» Dataset records
------
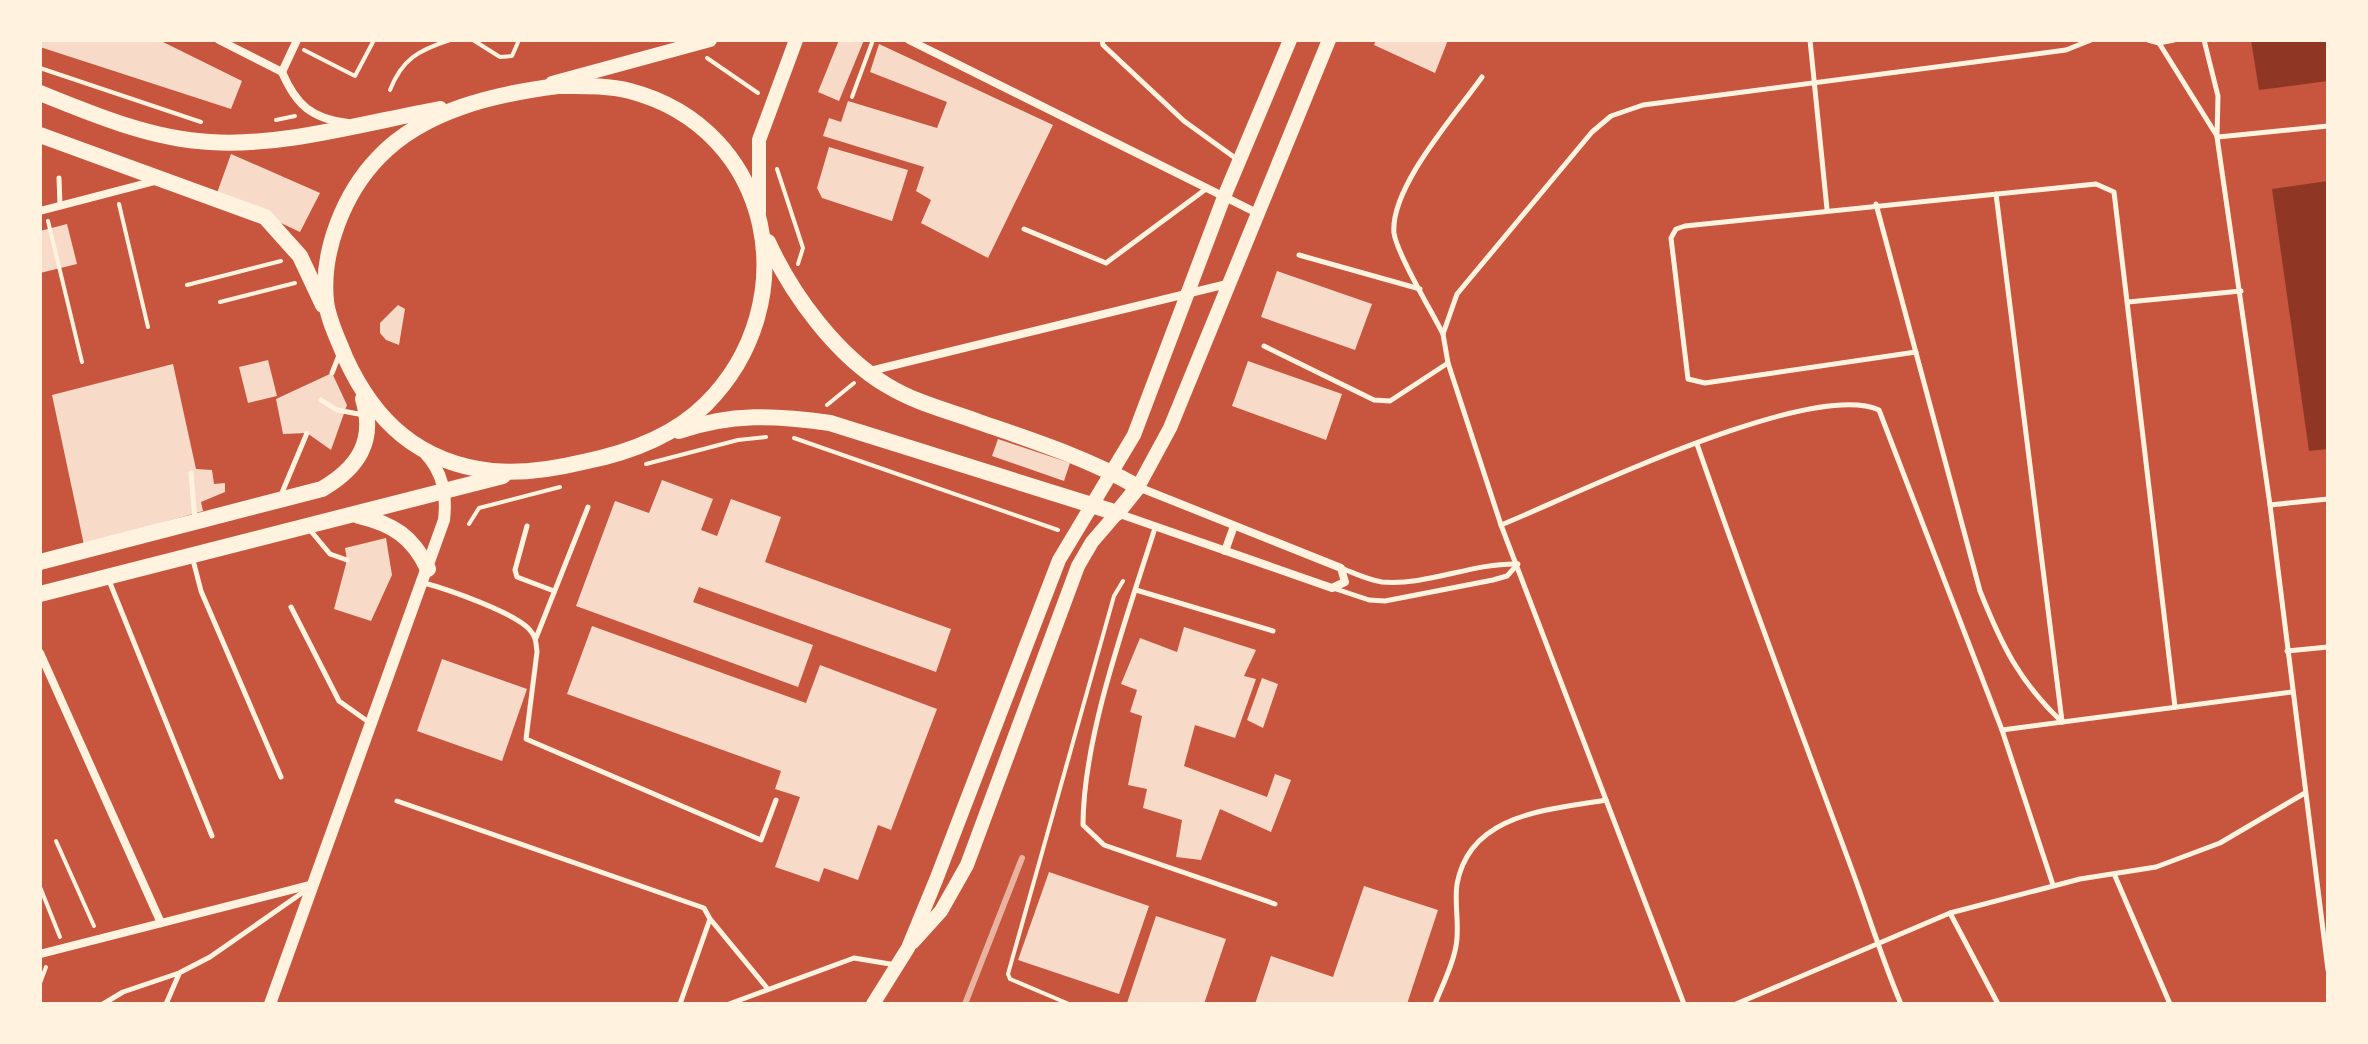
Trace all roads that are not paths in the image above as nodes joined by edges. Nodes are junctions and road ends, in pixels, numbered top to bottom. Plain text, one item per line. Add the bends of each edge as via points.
1 (219, 40) edge
2 (710, 40) edge
3 (796, 40) edge
4 (909, 40) edge
5 (1102, 40) edge
6 (1290, 40) edge
7 (1329, 40) edge
8 (1810, 40) edge
9 (2091, 40) edge
10 (2148, 40) edge
11 (2174, 40) edge
12 (2204, 40) edge
13 (296, 43) edge
14 (2159, 43) junction
15 (282, 72) junction
16 (1482, 77) dead end
17 (1815, 81) junction
18 (523, 90) junction
19 (40, 93) edge
20 (482, 101) junction
21 (360, 124) junction
22 (2328, 126) edge
23 (40, 135) edge
24 (2217, 137) junction
25 (1239, 160) junction
26 (59, 178) dead end
27 (165, 179) junction
28 (1207, 188) junction
29 (1996, 194) junction
30 (1224, 197) junction
31 (1876, 204) junction
32 (60, 205) junction
33 (1827, 209) junction
34 (43, 210) edge
35 (1257, 213) junction
36 (761, 224) junction
37 (1024, 229) dead end
38 (1299, 255) dead end
39 (1227, 284) junction
40 (1421, 289) junction
41 (2241, 291) junction
42 (1189, 293) junction
43 (2128, 302) junction
44 (332, 325) junction
45 (1443, 334) junction
46 (1264, 346) dead end
47 (342, 348) junction
48 (1916, 352) junction
49 (1448, 363) junction
50 (869, 372) junction
51 (332, 373) dead end
52 (354, 375) junction
53 (321, 400) dead end
54 (367, 416) junction
55 (307, 433) dead end
56 (658, 438) junction
57 (1697, 444) junction
58 (419, 447) junction
59 (520, 472) junction
60 (191, 473) dead end
61 (1114, 473) junction
62 (1138, 487) junction
63 (445, 491) junction
64 (2328, 499) edge
65 (279, 502) junction
66 (1091, 505) junction
67 (2270, 505) junction
68 (588, 507) dead end
69 (1117, 513) junction
70 (353, 515) junction
71 (195, 523) junction
72 (1501, 525) junction
73 (307, 526) junction
74 (527, 526) dead end
75 (1234, 526) junction
76 (1155, 528) junction
77 (1225, 551) junction
78 (192, 556) junction
79 (347, 560) dead end
80 (40, 562) edge
81 (1518, 564) junction
82 (1341, 568) junction
83 (426, 576) junction
84 (107, 577) junction
85 (1332, 588) junction
86 (1136, 590) junction
87 (554, 591) junction
88 (40, 594) edge
89 (291, 607) dead end
90 (1273, 631) dead end
91 (536, 638) junction
92 (2328, 647) edge
93 (2287, 651) junction
94 (40, 653) edge
95 (2292, 692) junction
96 (2175, 707) junction
97 (2062, 722) junction
98 (372, 724) junction
99 (2002, 730) junction
100 (281, 777) dead end
101 (2305, 793) junction
102 (776, 800) dead end
103 (1606, 800) junction
104 (397, 801) dead end
105 (212, 836) dead end
106 (2115, 876) junction
107 (315, 884) junction
108 (2053, 885) junction
109 (1275, 904) dead end
110 (1950, 913) junction
111 (710, 919) junction
112 (161, 923) junction
113 (1876, 945) junction
114 (908, 948) junction
115 (40, 954) edge
116 (897, 965) junction
117 (2328, 970) edge
118 (179, 973) junction
119 (767, 988) junction
120 (103, 1004) edge
121 (166, 1004) edge
122 (270, 1004) edge
123 (680, 1004) edge
124 (729, 1004) edge
125 (873, 1004) edge
126 (1435, 1004) edge
127 (1684, 1004) edge
128 (1736, 1004) edge
129 (1901, 1004) edge
130 (1998, 1004) edge
131 (2170, 1004) edge

1 - 15 street
2 - 18 main road
3 - 36 main road via 759,140
4 - 28 street
5 - 25 lane via 1184,121
6 - 25 main road
7 - 35 main road
8 - 17 lane
9 - 17 lane via 2066,50
10 - 14 lane
11 - 14 lane
12 - 24 lane via 2218,96
13 - 15 street
14 - 24 lane
15 - 21 street via 309,114
16 - 40 lane via 1413,174 1396,211 1394,235
17 - 33 lane
17 - 45 lane via 1643,105 1611,116 1457,294
18 - 20 main road
18 - 36 main road via 599,86 627,90 677,110 697,122 735,164
19 - 21 main road via 123,124 189,140 235,142
20 - 21 main road
20 - 44 main road via 418,127 362,177 339,221 326,273
22 - 24 lane
23 - 27 main road
24 - 41 lane
25 - 30 main road
26 - 32 lane
27 - 32 street
27 - 44 main road via 265,217 300,256
28 - 30 street
28 - 37 lane via 1106,263
29 - 31 lane
29 - 43 lane via 2096,184 2114,192
29 - 97 lane
30 - 35 street
30 - 42 main road
31 - 33 lane
31 - 48 lane
32 - 34 street
33 - 48 lane via 1676,229 1671,238 1688,379 1705,383
35 - 39 main road
36 - 50 main road via 792,285 829,333
36 - 56 main road via 764,289 749,341 704,406
38 - 40 lane
39 - 42 street
39 - 62 main road via 1170,428
40 - 45 lane
41 - 43 lane
41 - 67 lane
42 - 50 street
42 - 61 main road
43 - 96 lane
44 - 47 main road
45 - 49 lane
46 - 49 lane via 1374,400 1390,401
47 - 51 lane
47 - 52 main road
48 - 97 lane via 1980,591 2005,652 2031,693
49 - 72 lane
50 - 61 main road via 916,400
52 - 54 main road
52 - 58 main road via 382,419
53 - 54 lane via 337,410
54 - 65 main road via 365,448 350,469 322,489
55 - 65 lane
56 - 59 main road via 592,460
56 - 66 main road via 737,415 808,420
57 - 72 lane
57 - 99 lane via 1760,421 1845,403 1879,410
57 - 113 lane
58 - 59 main road via 478,468
58 - 63 street via 436,467
59 - 63 main road
60 - 71 lane
61 - 62 main road
61 - 66 main road
62 - 69 main road
62 - 75 street
63 - 70 main road
63 - 83 street via 444,520
64 - 67 lane
65 - 71 main road
66 - 69 main road
66 - 114 main road via 1071,535
67 - 93 lane
68 - 87 lane
69 - 76 street
69 - 114 main road via 1078,566 967,865 941,911
70 - 73 main road
70 - 83 main road via 399,530 421,554
71 - 80 main road
72 - 81 lane
73 - 78 main road
73 - 79 lane via 330,554
74 - 87 lane via 517,577
75 - 77 street
75 - 82 street
76 - 77 street
76 - 86 lane
77 - 85 street
78 - 84 main road
78 - 100 lane via 201,591
81 - 82 lane via 1484,565 1400,582 1378,582
81 - 85 lane via 1507,576 1493,580 1385,601
81 - 103 lane
82 - 85 street via 1345,582
83 - 91 lane via 527,626
83 - 98 street
84 - 88 main road
84 - 105 lane
86 - 90 lane
86 - 109 lane via 1095,736 1083,825 1104,845
87 - 91 lane
89 - 98 lane via 339,701
91 - 102 lane via 526,739 761,840
92 - 93 lane
93 - 95 lane
94 - 112 street
95 - 96 lane
95 - 101 lane
96 - 97 lane
97 - 99 lane
98 - 107 street
99 - 108 lane
101 - 106 lane via 2220,843
101 - 117 lane
103 - 126 lane via 1500,823 1477,842 1463,863 1456,947
103 - 127 lane
104 - 111 lane via 704,908
106 - 108 lane
106 - 131 lane
107 - 112 street
107 - 118 lane
107 - 122 street
108 - 110 lane
110 - 113 lane
110 - 130 lane
111 - 119 lane
111 - 123 lane
112 - 115 street
113 - 128 lane
113 - 129 lane
114 - 116 main road
116 - 119 lane via 854,958
116 - 125 main road
118 - 120 lane
118 - 121 lane
119 - 124 lane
------
Restate the full listing verbatim and drop every picture.

Trace all roads that are not paths in the image above as nodes joined by edges. Nodes are junctions and road ends, in pixels, numbered top to bottom. Plain text, one item per line. Add the bends of each edge as via points.
1 (219, 40) edge
2 (710, 40) edge
3 (796, 40) edge
4 (909, 40) edge
5 (1102, 40) edge
6 (1290, 40) edge
7 (1329, 40) edge
8 (1810, 40) edge
9 (2091, 40) edge
10 (2148, 40) edge
11 (2174, 40) edge
12 (2204, 40) edge
13 (296, 43) edge
14 (2159, 43) junction
15 (282, 72) junction
16 (1482, 77) dead end
17 (1815, 81) junction
18 (523, 90) junction
19 (40, 93) edge
20 (482, 101) junction
21 (360, 124) junction
22 (2328, 126) edge
23 (40, 135) edge
24 (2217, 137) junction
25 (1239, 160) junction
26 (59, 178) dead end
27 (165, 179) junction
28 (1207, 188) junction
29 (1996, 194) junction
30 (1224, 197) junction
31 (1876, 204) junction
32 (60, 205) junction
33 (1827, 209) junction
34 (43, 210) edge
35 (1257, 213) junction
36 (761, 224) junction
37 (1024, 229) dead end
38 (1299, 255) dead end
39 (1227, 284) junction
40 (1421, 289) junction
41 (2241, 291) junction
42 (1189, 293) junction
43 (2128, 302) junction
44 (332, 325) junction
45 (1443, 334) junction
46 (1264, 346) dead end
47 (342, 348) junction
48 (1916, 352) junction
49 (1448, 363) junction
50 (869, 372) junction
51 (332, 373) dead end
52 (354, 375) junction
53 (321, 400) dead end
54 (367, 416) junction
55 (307, 433) dead end
56 (658, 438) junction
57 (1697, 444) junction
58 (419, 447) junction
59 (520, 472) junction
60 (191, 473) dead end
61 (1114, 473) junction
62 (1138, 487) junction
63 (445, 491) junction
64 (2328, 499) edge
65 (279, 502) junction
66 (1091, 505) junction
67 (2270, 505) junction
68 (588, 507) dead end
69 (1117, 513) junction
70 (353, 515) junction
71 (195, 523) junction
72 (1501, 525) junction
73 (307, 526) junction
74 (527, 526) dead end
75 (1234, 526) junction
76 (1155, 528) junction
77 (1225, 551) junction
78 (192, 556) junction
79 (347, 560) dead end
80 (40, 562) edge
81 (1518, 564) junction
82 (1341, 568) junction
83 (426, 576) junction
84 (107, 577) junction
85 (1332, 588) junction
86 (1136, 590) junction
87 (554, 591) junction
88 (40, 594) edge
89 (291, 607) dead end
90 (1273, 631) dead end
91 (536, 638) junction
92 (2328, 647) edge
93 (2287, 651) junction
94 (40, 653) edge
95 (2292, 692) junction
96 (2175, 707) junction
97 (2062, 722) junction
98 (372, 724) junction
99 (2002, 730) junction
100 (281, 777) dead end
101 (2305, 793) junction
102 (776, 800) dead end
103 (1606, 800) junction
104 (397, 801) dead end
105 (212, 836) dead end
106 (2115, 876) junction
107 (315, 884) junction
108 (2053, 885) junction
109 (1275, 904) dead end
110 (1950, 913) junction
111 (710, 919) junction
112 (161, 923) junction
113 (1876, 945) junction
114 (908, 948) junction
115 (40, 954) edge
116 (897, 965) junction
117 (2328, 970) edge
118 (179, 973) junction
119 (767, 988) junction
120 (103, 1004) edge
121 (166, 1004) edge
122 (270, 1004) edge
123 (680, 1004) edge
124 (729, 1004) edge
125 (873, 1004) edge
126 (1435, 1004) edge
127 (1684, 1004) edge
128 (1736, 1004) edge
129 (1901, 1004) edge
130 (1998, 1004) edge
131 (2170, 1004) edge

1 - 15 street
2 - 18 main road
3 - 36 main road via 759,140
4 - 28 street
5 - 25 lane via 1184,121
6 - 25 main road
7 - 35 main road
8 - 17 lane
9 - 17 lane via 2066,50
10 - 14 lane
11 - 14 lane
12 - 24 lane via 2218,96
13 - 15 street
14 - 24 lane
15 - 21 street via 309,114
16 - 40 lane via 1413,174 1396,211 1394,235
17 - 33 lane
17 - 45 lane via 1643,105 1611,116 1457,294
18 - 20 main road
18 - 36 main road via 599,86 627,90 677,110 697,122 735,164
19 - 21 main road via 123,124 189,140 235,142
20 - 21 main road
20 - 44 main road via 418,127 362,177 339,221 326,273
22 - 24 lane
23 - 27 main road
24 - 41 lane
25 - 30 main road
26 - 32 lane
27 - 32 street
27 - 44 main road via 265,217 300,256
28 - 30 street
28 - 37 lane via 1106,263
29 - 31 lane
29 - 43 lane via 2096,184 2114,192
29 - 97 lane
30 - 35 street
30 - 42 main road
31 - 33 lane
31 - 48 lane
32 - 34 street
33 - 48 lane via 1676,229 1671,238 1688,379 1705,383
35 - 39 main road
36 - 50 main road via 792,285 829,333
36 - 56 main road via 764,289 749,341 704,406
38 - 40 lane
39 - 42 street
39 - 62 main road via 1170,428
40 - 45 lane
41 - 43 lane
41 - 67 lane
42 - 50 street
42 - 61 main road
43 - 96 lane
44 - 47 main road
45 - 49 lane
46 - 49 lane via 1374,400 1390,401
47 - 51 lane
47 - 52 main road
48 - 97 lane via 1980,591 2005,652 2031,693
49 - 72 lane
50 - 61 main road via 916,400
52 - 54 main road
52 - 58 main road via 382,419
53 - 54 lane via 337,410
54 - 65 main road via 365,448 350,469 322,489
55 - 65 lane
56 - 59 main road via 592,460
56 - 66 main road via 737,415 808,420
57 - 72 lane
57 - 99 lane via 1760,421 1845,403 1879,410
57 - 113 lane
58 - 59 main road via 478,468
58 - 63 street via 436,467
59 - 63 main road
60 - 71 lane
61 - 62 main road
61 - 66 main road
62 - 69 main road
62 - 75 street
63 - 70 main road
63 - 83 street via 444,520
64 - 67 lane
65 - 71 main road
66 - 69 main road
66 - 114 main road via 1071,535
67 - 93 lane
68 - 87 lane
69 - 76 street
69 - 114 main road via 1078,566 967,865 941,911
70 - 73 main road
70 - 83 main road via 399,530 421,554
71 - 80 main road
72 - 81 lane
73 - 78 main road
73 - 79 lane via 330,554
74 - 87 lane via 517,577
75 - 77 street
75 - 82 street
76 - 77 street
76 - 86 lane
77 - 85 street
78 - 84 main road
78 - 100 lane via 201,591
81 - 82 lane via 1484,565 1400,582 1378,582
81 - 85 lane via 1507,576 1493,580 1385,601
81 - 103 lane
82 - 85 street via 1345,582
83 - 91 lane via 527,626
83 - 98 street
84 - 88 main road
84 - 105 lane
86 - 90 lane
86 - 109 lane via 1095,736 1083,825 1104,845
87 - 91 lane
89 - 98 lane via 339,701
91 - 102 lane via 526,739 761,840
92 - 93 lane
93 - 95 lane
94 - 112 street
95 - 96 lane
95 - 101 lane
96 - 97 lane
97 - 99 lane
98 - 107 street
99 - 108 lane
101 - 106 lane via 2220,843
101 - 117 lane
103 - 126 lane via 1500,823 1477,842 1463,863 1456,947
103 - 127 lane
104 - 111 lane via 704,908
106 - 108 lane
106 - 131 lane
107 - 112 street
107 - 118 lane
107 - 122 street
108 - 110 lane
110 - 113 lane
110 - 130 lane
111 - 119 lane
111 - 123 lane
112 - 115 street
113 - 128 lane
113 - 129 lane
114 - 116 main road
116 - 119 lane via 854,958
116 - 125 main road
118 - 120 lane
118 - 121 lane
119 - 124 lane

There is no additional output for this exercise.